Light tanks can go up mountains better than heavy tanks? Or littoral (coastal) regions (then why does the Marine Corps have Abrams tanks and include them in their MEUs forward deployed afloat?)? And in jungles? In World War II we used our primary medium tanks there. Further, Abrams functioned very well in cities in the Iraq War--and we even have a version to better enable city operations.

I don't even know what to make of a defense of light tanks for underground operations. I mean other than to laugh hysterically.

Oh, and any defense of light tanks as being something needed to support "fast moving" leg infantry is just fantasy-level thinking.

Note that the Marines have since abandoned tank to focus more on amphibious operations and direct support of the Navy--not because the tanks weren't able to support Marine infantry in combat.

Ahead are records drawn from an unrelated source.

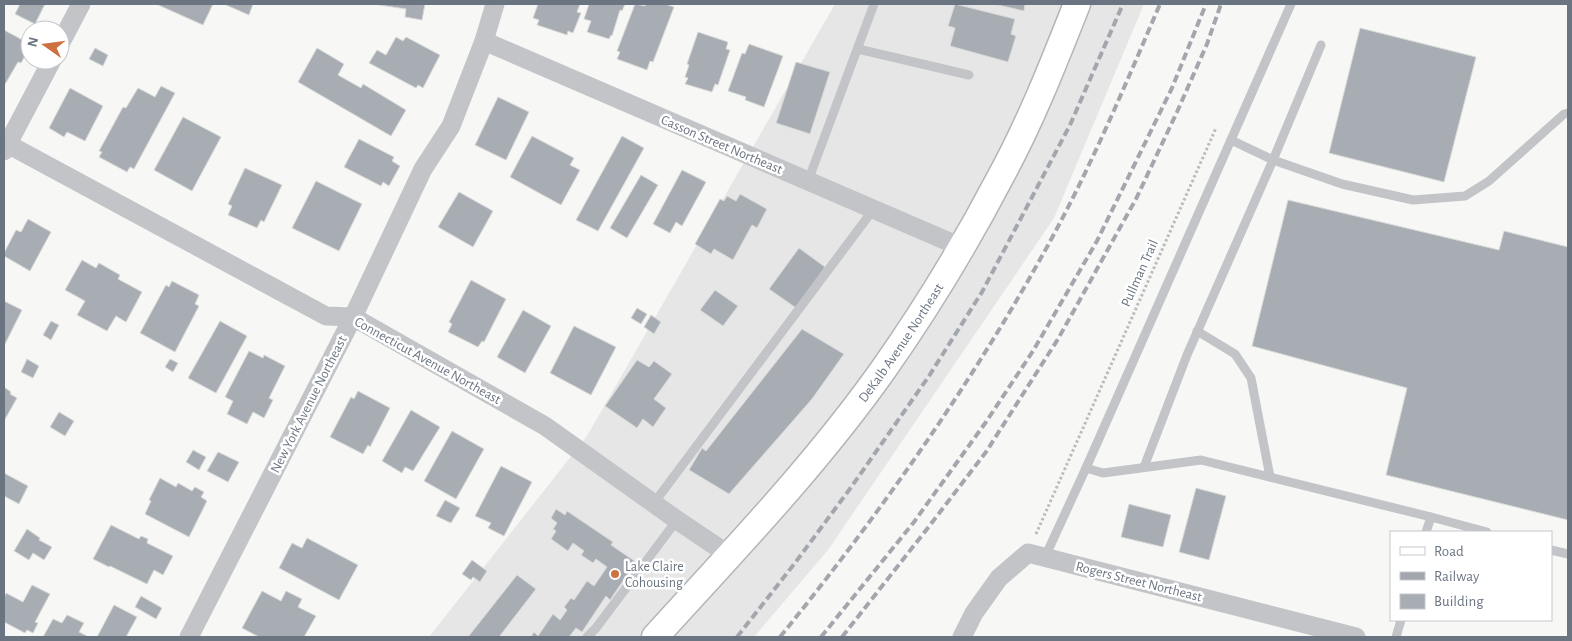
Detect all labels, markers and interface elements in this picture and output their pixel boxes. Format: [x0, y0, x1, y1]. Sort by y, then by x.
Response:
north arrow [20, 20, 70, 70]
text: N [25, 36, 41, 49]
street label: Casson Street Northeast [659, 113, 785, 177]
street label: Pullman Trail [1119, 238, 1161, 309]
street label: DeKalb Avenue Northeast [856, 281, 947, 405]
street label: Connecticut Avenue Northeast [352, 315, 504, 407]
street label: New York Avenue Northeast [268, 333, 350, 475]
legend [1390, 531, 1552, 621]
text: Road [1434, 544, 1464, 559]
place label: Lake Claire Cohousing [625, 560, 684, 590]
street label: Rogers Street Northeast [1074, 560, 1204, 605]
marker: Lake Claire Cohousing [609, 568, 621, 580]
text: Railway [1434, 569, 1480, 584]
text: Building [1434, 594, 1484, 609]

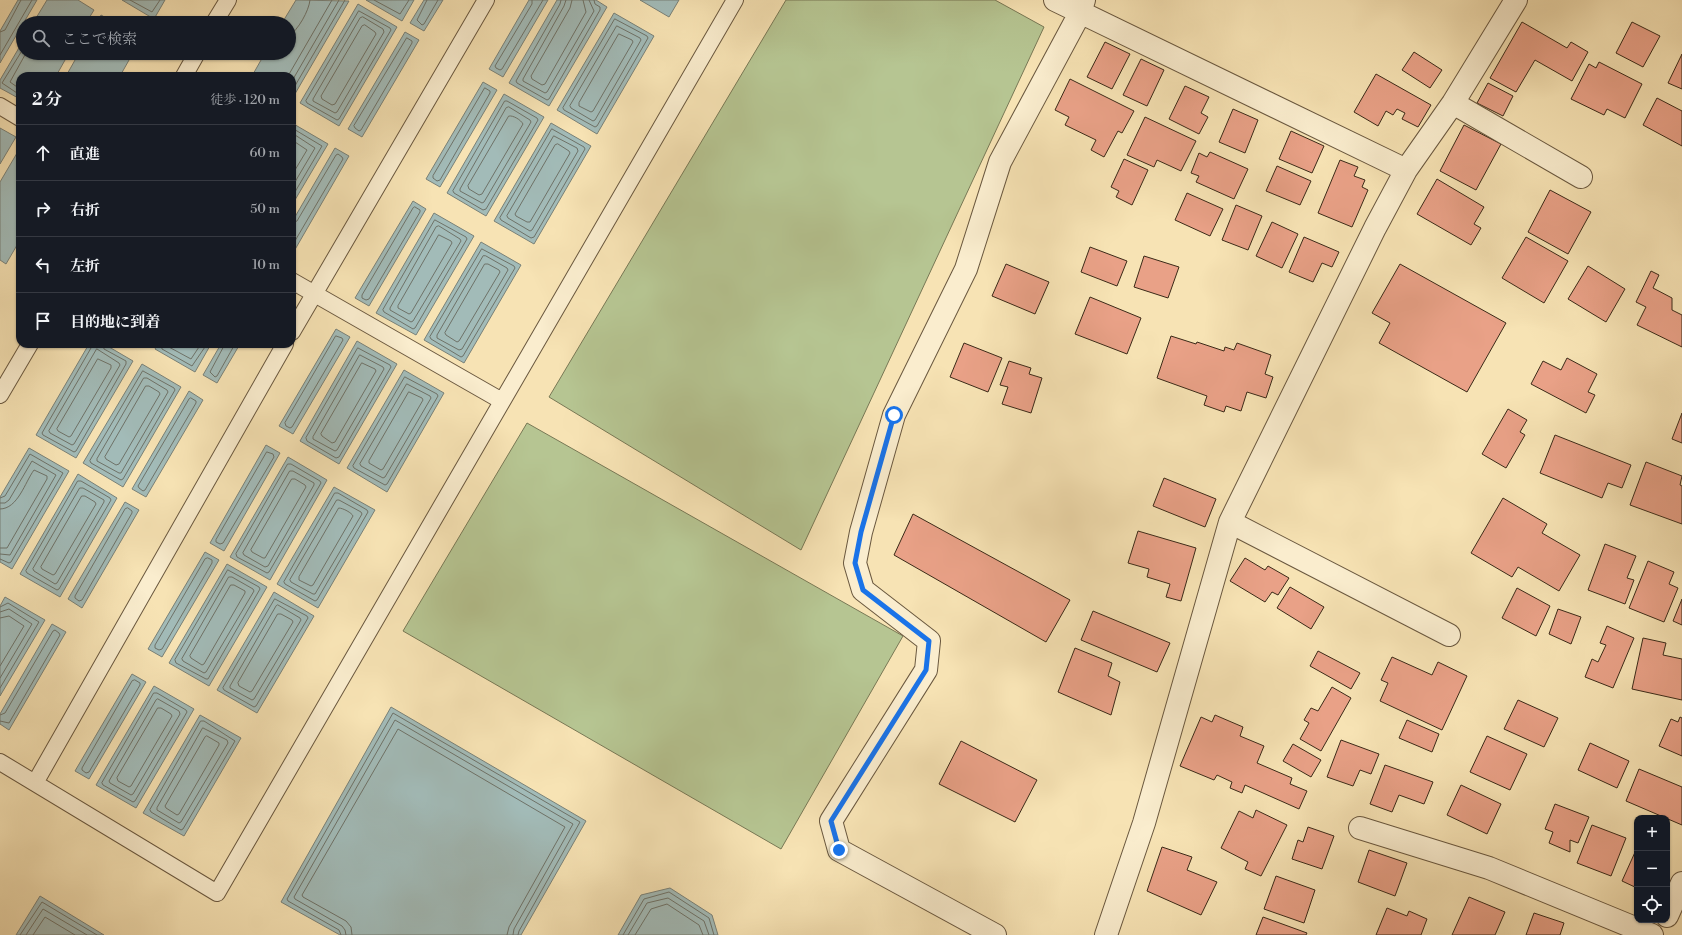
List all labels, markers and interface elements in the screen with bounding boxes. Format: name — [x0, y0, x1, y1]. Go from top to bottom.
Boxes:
search box — [16, 16, 296, 60]
icon: search — [30, 27, 52, 49]
text: ここで検索 — [62, 30, 137, 49]
text: 2 分 — [32, 89, 62, 111]
text: 徒歩 · 120 m — [211, 92, 280, 108]
icon: ahead — [32, 142, 54, 164]
text: 直進 — [70, 145, 100, 164]
text: 60 m — [249, 145, 280, 161]
icon: right — [32, 198, 54, 220]
text: 右折 — [70, 201, 100, 220]
text: 50 m — [250, 201, 280, 217]
icon: left — [32, 254, 54, 276]
text: 左折 — [70, 257, 100, 276]
text: 10 m — [252, 257, 280, 273]
icon: arrive — [32, 310, 54, 332]
text: 目的地に到着 — [70, 313, 160, 332]
route start — [885, 406, 903, 424]
map controls — [1634, 815, 1670, 923]
button: + — [1634, 815, 1670, 851]
route end — [830, 841, 848, 859]
button: − — [1634, 851, 1670, 887]
button: locate — [1634, 887, 1670, 923]

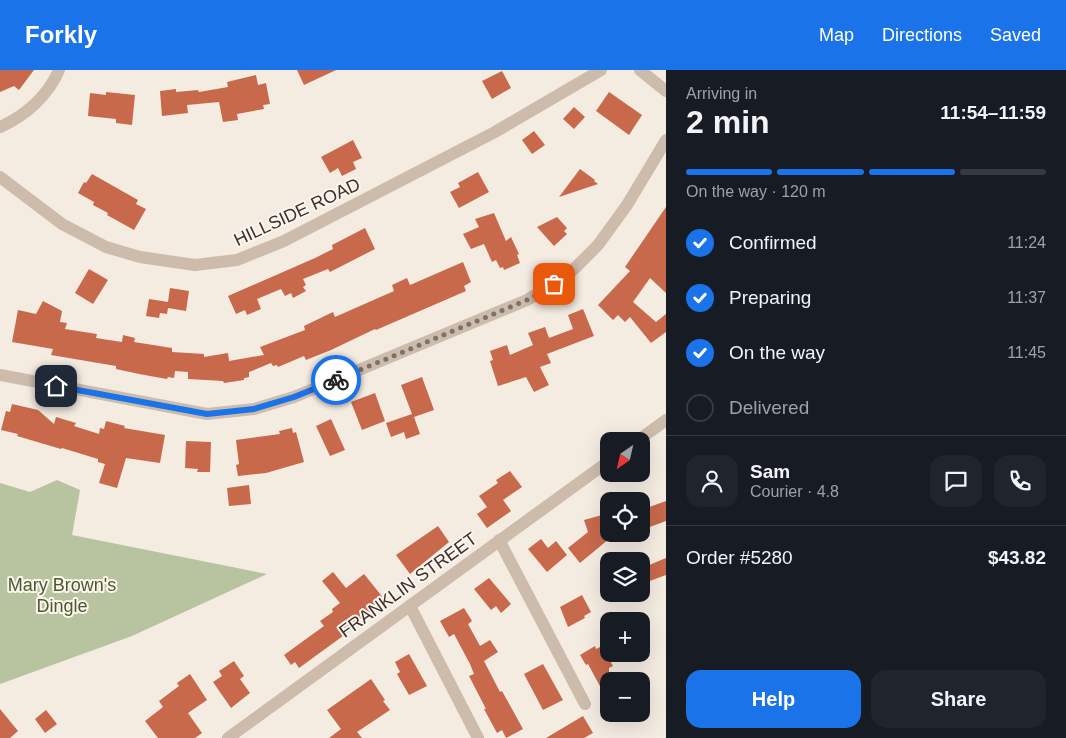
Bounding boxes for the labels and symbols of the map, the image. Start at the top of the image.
street label: HILLSIDE ROAD [231,174,363,250]
pin [533,263,575,305]
courier [311,355,361,405]
pin [35,365,77,407]
north arrow [600,432,650,482]
street label: FRANKLIN STREET [335,528,481,642]
park label: Mary Brown's Dingle [8,575,116,616]

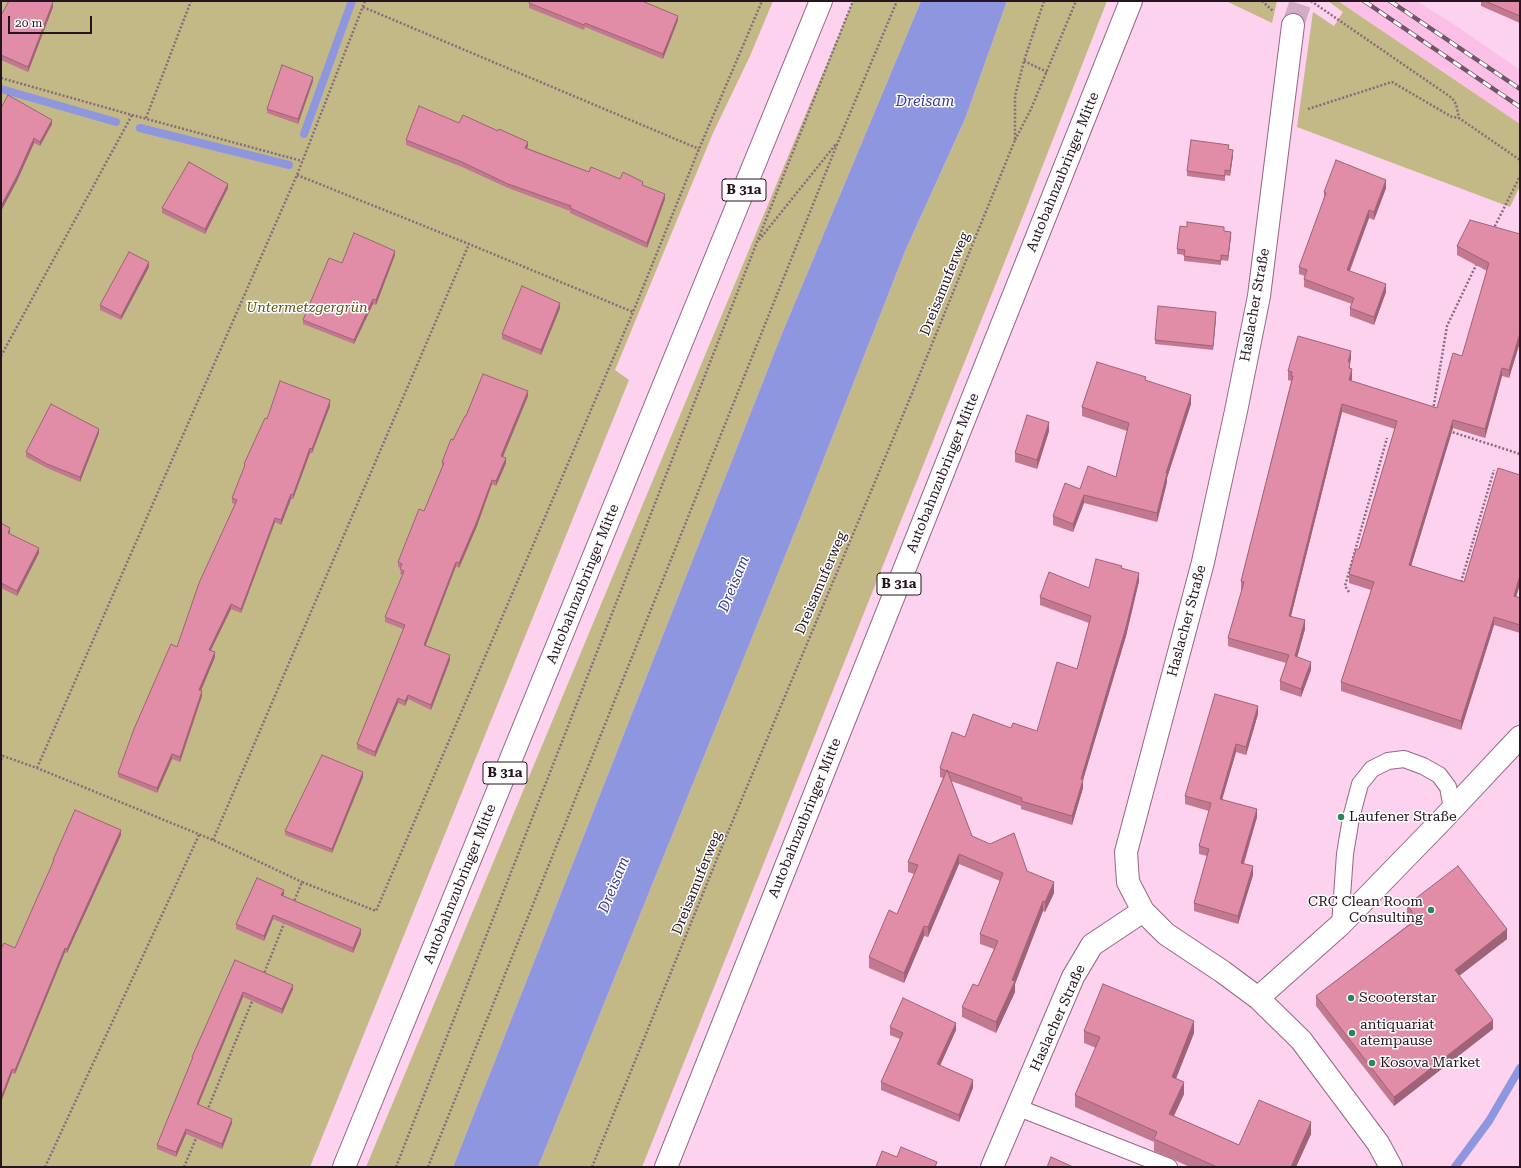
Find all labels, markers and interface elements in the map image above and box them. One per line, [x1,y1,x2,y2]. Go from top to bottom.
scale bar [10,8,94,34]
text: 20 m [15,16,42,30]
street label: Autobahnzubringer Mitte [1023,90,1103,254]
water label: Dreisam [895,93,955,111]
road number: B 31a [722,179,766,201]
street label: Dreisamuferweg [917,230,973,338]
street label: Haslacher Straße [1237,247,1273,363]
park label: Untermetzgergrün [246,300,368,316]
street label: Autobahnzubringer Mitte [903,391,983,555]
street label: Autobahnzubringer Mitte [543,502,623,666]
street label: Dreisamuferweg [792,529,850,637]
water label: Dreisam [715,553,753,615]
street label: Haslacher Straße [1164,563,1210,679]
road number: B 31a [877,573,921,595]
street label: Autobahnzubringer Mitte [765,736,845,900]
road number: B 31a [483,762,527,784]
street label: Autobahnzubringer Mitte [420,802,500,966]
place label: Laufener Straße [1349,809,1457,825]
marker: Laufener Straße [1336,812,1346,822]
street label: Dreisamuferweg [669,829,725,937]
water label: Dreisam [595,854,633,916]
place label: CRC Clean Room Consulting [1308,894,1423,926]
marker: CRC Clean Room Consulting [1426,905,1436,915]
street label: Haslacher Straße [1027,962,1089,1074]
place label: Scooterstar [1359,990,1437,1006]
marker: Scooterstar [1346,993,1356,1003]
place label: antiquariat atempause [1360,1017,1434,1050]
marker: antiquariat atempause [1347,1028,1357,1038]
place label: Kosova Market [1380,1055,1480,1071]
marker: Kosova Market [1367,1058,1377,1068]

I completely reject the notion that airlifting light tanks is necessary or can be done in any volume to make it worthwhile:

"Some scenarios" are a BS justification for this project. The times when we will need to rapidly airlift light tanks are rare. And the times that the situation is so bad to require that will not end well for the few light tanks that make it to the front rapidly with American heavy forces weeks or months behind loading on ships in US ports.

And for any sizable light tank force, given shortages of airlift you quickly reach the point where sealift is actually faster. And really, let's see a show of Army hands for those who believe the Air Force will free up the cargo planes and fighter escorts and all the other supporting assets needed to move the light armor in numbers that could make a difference?

Face it, if we need to cross a bridge in a "heavy firefight," the enemy capable of mounting that kind of resistance will have the hand-held anti-tank weapons needed to blow up the lightly armored light tanks that are spearheading the frontal assault right in the middle of the damn bridge.

Further, explain to me just what scenarios do we anticipate that has an enemy without heavy tanks to support their infantry?

The light tank only survives in a fantasy world of convenient assumptions. In almost all circumstances, American light infantry and airborne forces will go into battle overland. And if what they have to support them is the MPF that is what they will take with them. And they will light up the battlefield as flaming coffins where enemy heavy armor roams.

I prefer a much more accurate term for the MPF light tank, Future Burned-Out Hulk (FBOH):

Light tanks are stupid. New light tanks are a waste of money. Just call them FBOHs (which I suggest be pronounced "Fu-bohs" to be similar to FUBAR).

Lord, people, has nobody noticed we have a lot of surplus heavily armed, well protected, tracked Abrams tanks not in the force structure that could be given to infantry brigades? 

The above link goes to Army magazine where I argue against light tanks and for using heavier armor to support our infantry. And remember, a couple hundred formerly Marine Abrams are now available for that usage. 

And if the Army really wants something to airlift for mobile direct fire support? How about an Ontos-type vehicle--perhaps based on an ATV--that uses Carl Gustav recoilless rifles that can fire any type of round the troops could need?